Oliver Holy oder die Vision vom zeitlosen Design
Seiner Familie gehörte das Boss- Imperium, doch seine Leidenschaft der Kunst. So ging Oliver Holy eigene Wege - mit der Design-Schmiede ClassiCon, die er mit Leidenschaft und Kreativität und Klassikern von heute und morgen zum Welterfolg machte.

- Oliver Holy
Zeit ist ein wesentliches Element seiner Arbeit - und so nimmt er sie sich einfach, weit entfernt von der Unrast so manches Jungunternehmers. Oliver Holy, 37 Jahre, ruht in sich. Vielleicht weil er weiß, dass die Zeit für ihn arbeitet? Dass es eben gerade Zeit braucht, um etwas Zeitloses zu erschaffen? Es ist die Faszination für Klassiker, die Oliver Holy antreibt, seine Leidenschaft für perfektes Design und für seine Firma, eines der exklusivsten Möbelunternehmen Deutschlands.
ClassiCon produziert Editionen zeitlos schöner Möbel wie von Otto Blümel oder Eileen Gray, für die das Unternehmen einziger weltweiter Lizenznehmer ist und die - obwohl bereits zu Beginn des letzten Jahrhunderts erdacht - heute moderner wirken denn je. Neben diesen Klassikern hat ClassiCon aber auch zeitgenössische Entwürfe von Designern wie Konstantin Grcic, Christoph Böninger oder der Gruppe ForUse im Programm. Neuschöpfungen, die den Anspruch haben, die Qualität der Klassiker zu erreichen. Gewissermaßen eines Tages zu den Stilikonen des 21. Jahrhunderts erkoren zu werden.
Begeisterung auf den dritten Blick
Wie findet man neue Designer, die diesen hohen Qualitätsanspruch erfüllen? "Das subjektive Empfinden spielt eine große Rolle", gesteht Oliver Holy. "Ich erkenne Qualität mit dem Auge, aber auch mit dem Bauch. Wichtig ist: Es ist keine Liebe auf den ersten Blick. Eher eine Begeisterung auf den dritten Blick.

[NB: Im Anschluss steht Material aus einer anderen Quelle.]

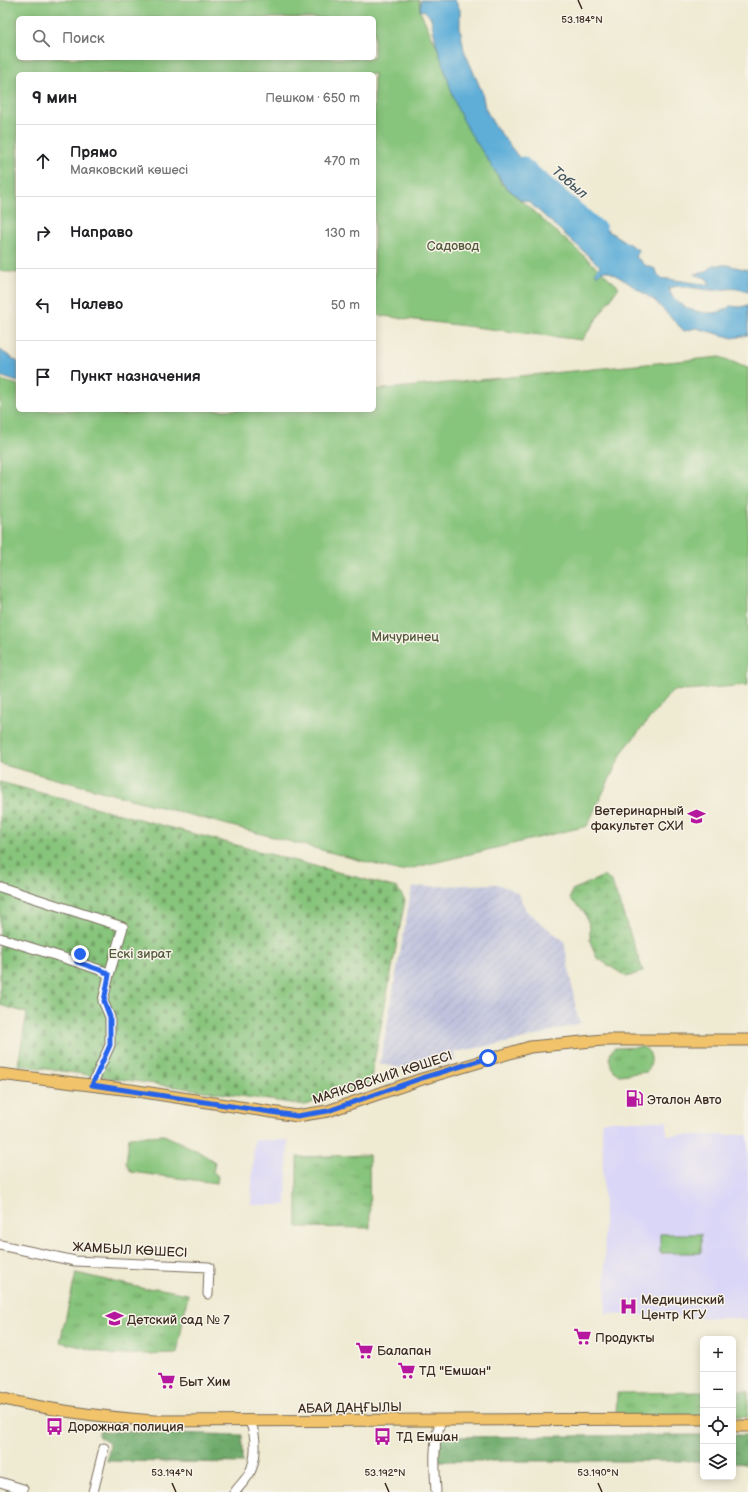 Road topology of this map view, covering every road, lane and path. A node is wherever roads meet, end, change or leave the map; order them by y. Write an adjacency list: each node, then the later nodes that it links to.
1 (0, 887): 3 (street)
2 (0, 938): 3 (street)
3 (109, 975): 6 (street)
4 (748, 1040): 6 (main road, МАЯКОВСКИЙ КӨШЕСІ)
5 (0, 1074): 6 (main road, МАЯКОВСКИЙ КӨШЕСІ)
6 (92, 1085)
7 (0, 1245): 8 (street, ЖАМБЫЛ КӨШЕСІ)
8 (208, 1294)
9 (0, 1398): 15 (main road, АБАЙ ДАҢҒЫЛЫ)
10 (0, 1404): 15 (main road, АБАЙ ДАҢҒЫЛЫ)
11 (700, 1419): 14 (main road, АБАЙ ДАҢҒЫЛЫ)
12 (736, 1419): 13 (main road)
13 (748, 1419)
14 (440, 1424): 15 (main road, АБАЙ ДАҢҒЫЛЫ); 16 (main road, АБАЙ ДАҢҒЫЛЫ); 24 (street)
15 (252, 1425): 23 (street)
16 (700, 1426)
17 (736, 1426): 18 (main road)
18 (748, 1426)
19 (104, 1448): 22 (street)
20 (0, 1482): 21 (street)
21 (22, 1492)
22 (92, 1492)
23 (235, 1492)
24 (436, 1492) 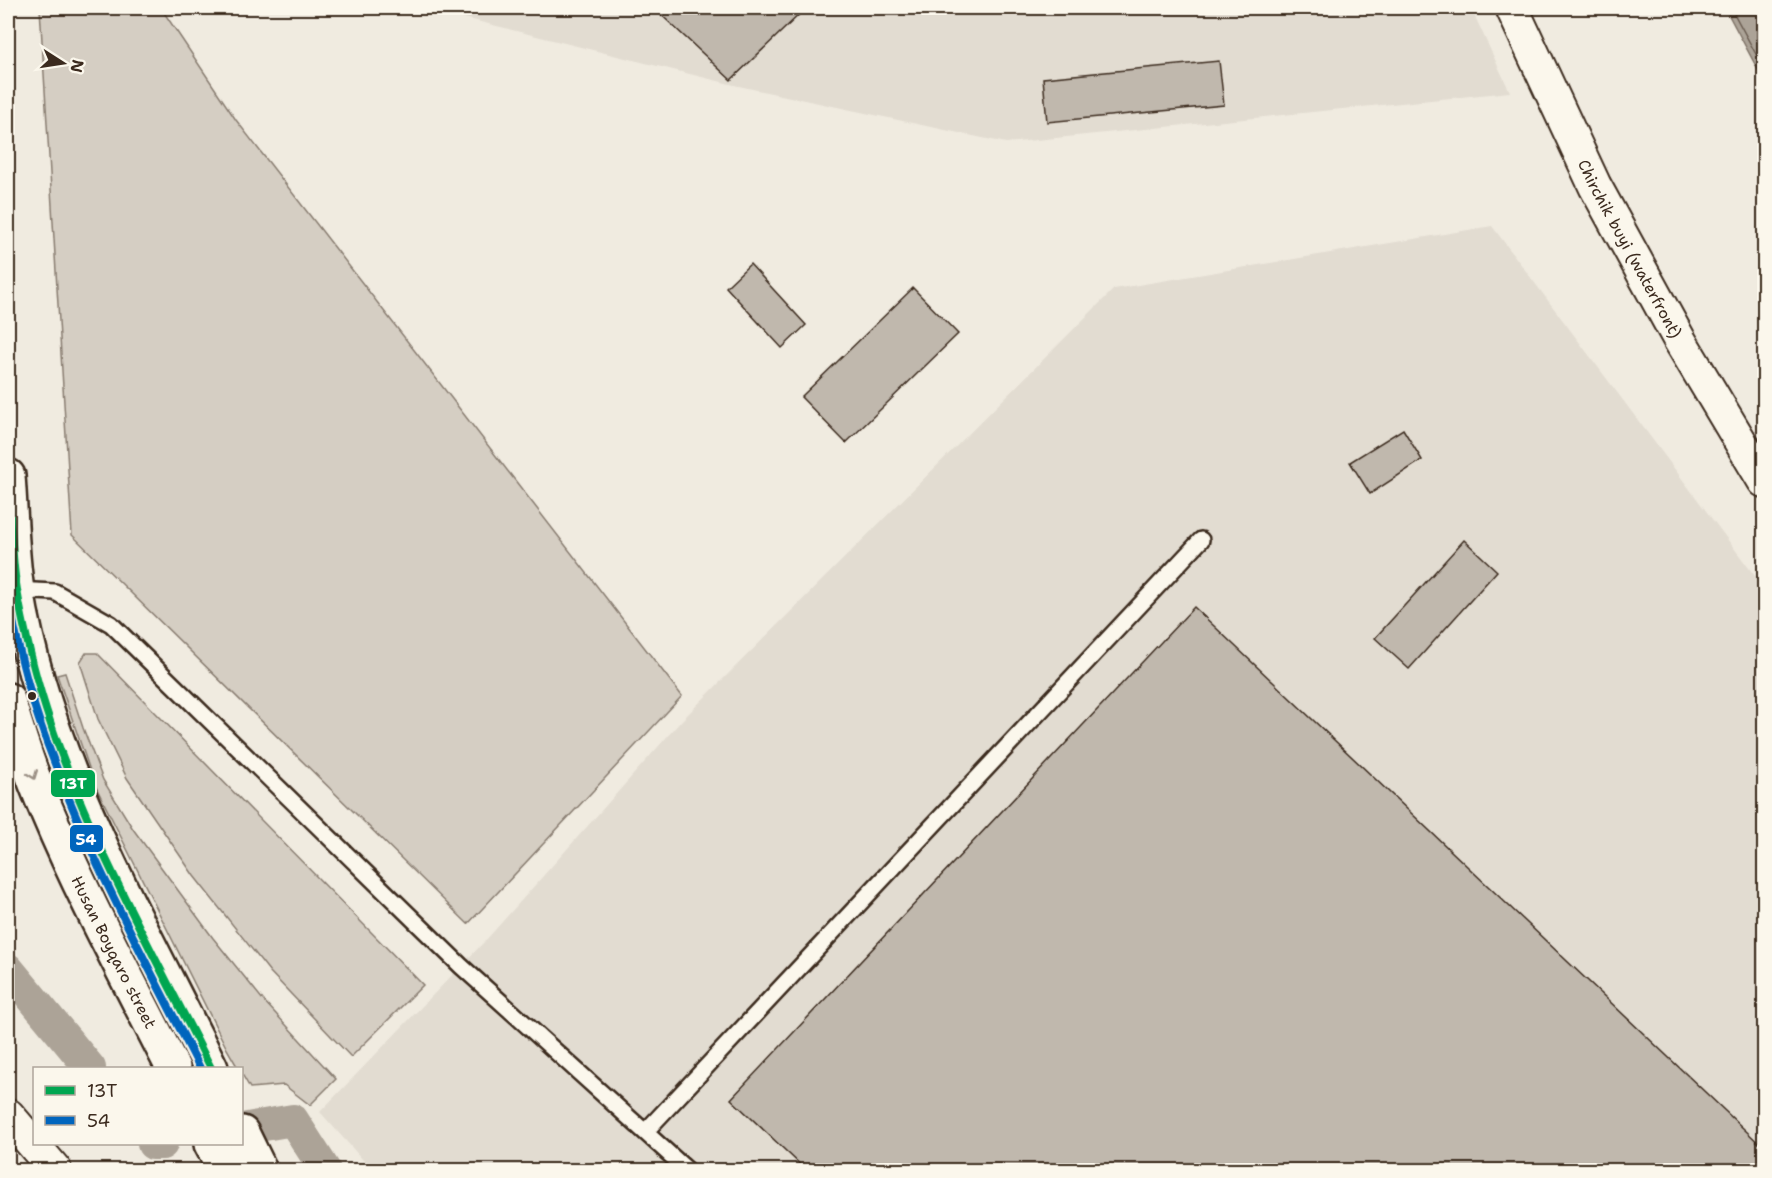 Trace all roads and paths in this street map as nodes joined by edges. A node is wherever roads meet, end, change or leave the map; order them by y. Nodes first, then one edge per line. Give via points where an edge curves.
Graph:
1 (1512, 8) edge
2 (8, 476) edge
3 (1764, 481) edge
4 (1202, 540) dead end
5 (12, 590) edge
6 (8, 700) edge
7 (172, 1067) edge
8 (211, 1067) edge
9 (8, 1114) edge
10 (645, 1132) junction
11 (243, 1134) edge
12 (33, 1144) edge
13 (34, 1145) edge
14 (212, 1145) edge
15 (55, 1170) edge
16 (225, 1170) edge
17 (260, 1170) edge
18 (687, 1170) edge

1 - 3 street, Chirchik buyi (waterfront) via 1595,186 1679,339
2 - 5 main road, Husan Boyqaro street
4 - 10 lane
5 - 8 main road, Husan Boyqaro street via 55,732 82,802
5 - 10 lane via 55,592 111,624 461,966
6 -> 7 main road, Husan Boyqaro street via 46,810
9 - 12 street
10 - 18 lane
11 - 17 main road
13 - 15 street
14 - 16 main road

- Der „Munich Lounge Chair“ (2009) von Sauerbruch und Hutton (Bild: classicon)
Der erste Blick sucht meist das Bekannte, Gewohnte, Schon-mal-Gesehene. Aber wenn man mit einer Firma Design mit Potenzial zum Klassiker entwickeln will, dann muss man am noch Ungesehenen arbeiten, an Formen, die kommen werden und bleiben." Formen, wie man sie an den Möbeln von Konstantin Grcic findet. Der Münchner Designer liegt Oliver Holy besonders am Herzen. "Grcics Entwürfe sind modern, gewagt, etwas anders - das mag ich." Wie sein Sessel "Chaos", der so ungewöhnlich ist, dass man sich fragt, wo man sich eigentlich hinsetzen soll, und der dann überraschend bequem ist. Doch wie entwickelt man solche Möbel? "Es ist meist ein sehr langwieriger Prozess von der ersten 3-D-Zeichnung, mit der ein Designer zu mir kommt, bis zum fertigen Möbel", erklärt Holy. "Doch das ist ja genau das, wovon ich immer geträumt habe. Ein kleines Unternehmen zu leiten, in dem ich Designentwürfe von Anfang an von der Herstellerseite beeinflussen kann. In dem ich die Freiheit habe, mit den Designern zusammenzuarbeiten, die mir gefallen.
Dabei hätte Oliver Holy auch eine ganz andere Karriere einschlagen können. Der gebürtige Schwabe entstammt der Hugo-Boss-Dynastie. Sein Vater Jochen Holy und dessen Bruder Uwe haben die Marke weltbekannt gemacht, 1989 verkauft und leiten heute die Firmen Windsor und Strellson. Doch die Modebranche hat Oliver Holy beruflich nicht interessiert, obwohl sie durch die frühe Auseinandersetzung mit Material, Qualität und Trends sein Stilempfinden prägte. "Ich begeisterte mich schon als Kind für Kunst, Design und Architektur. Wahrscheinlich, weil ich damit aufgewachsen bin." Nach dem Abitur liebäugelte Holy damit, Design zu studieren, entschied sich aber für Jura. "Da siegte wohl die Vernunft." Und vielleicht auch der bodenständige Schwabe in Oliver Holy.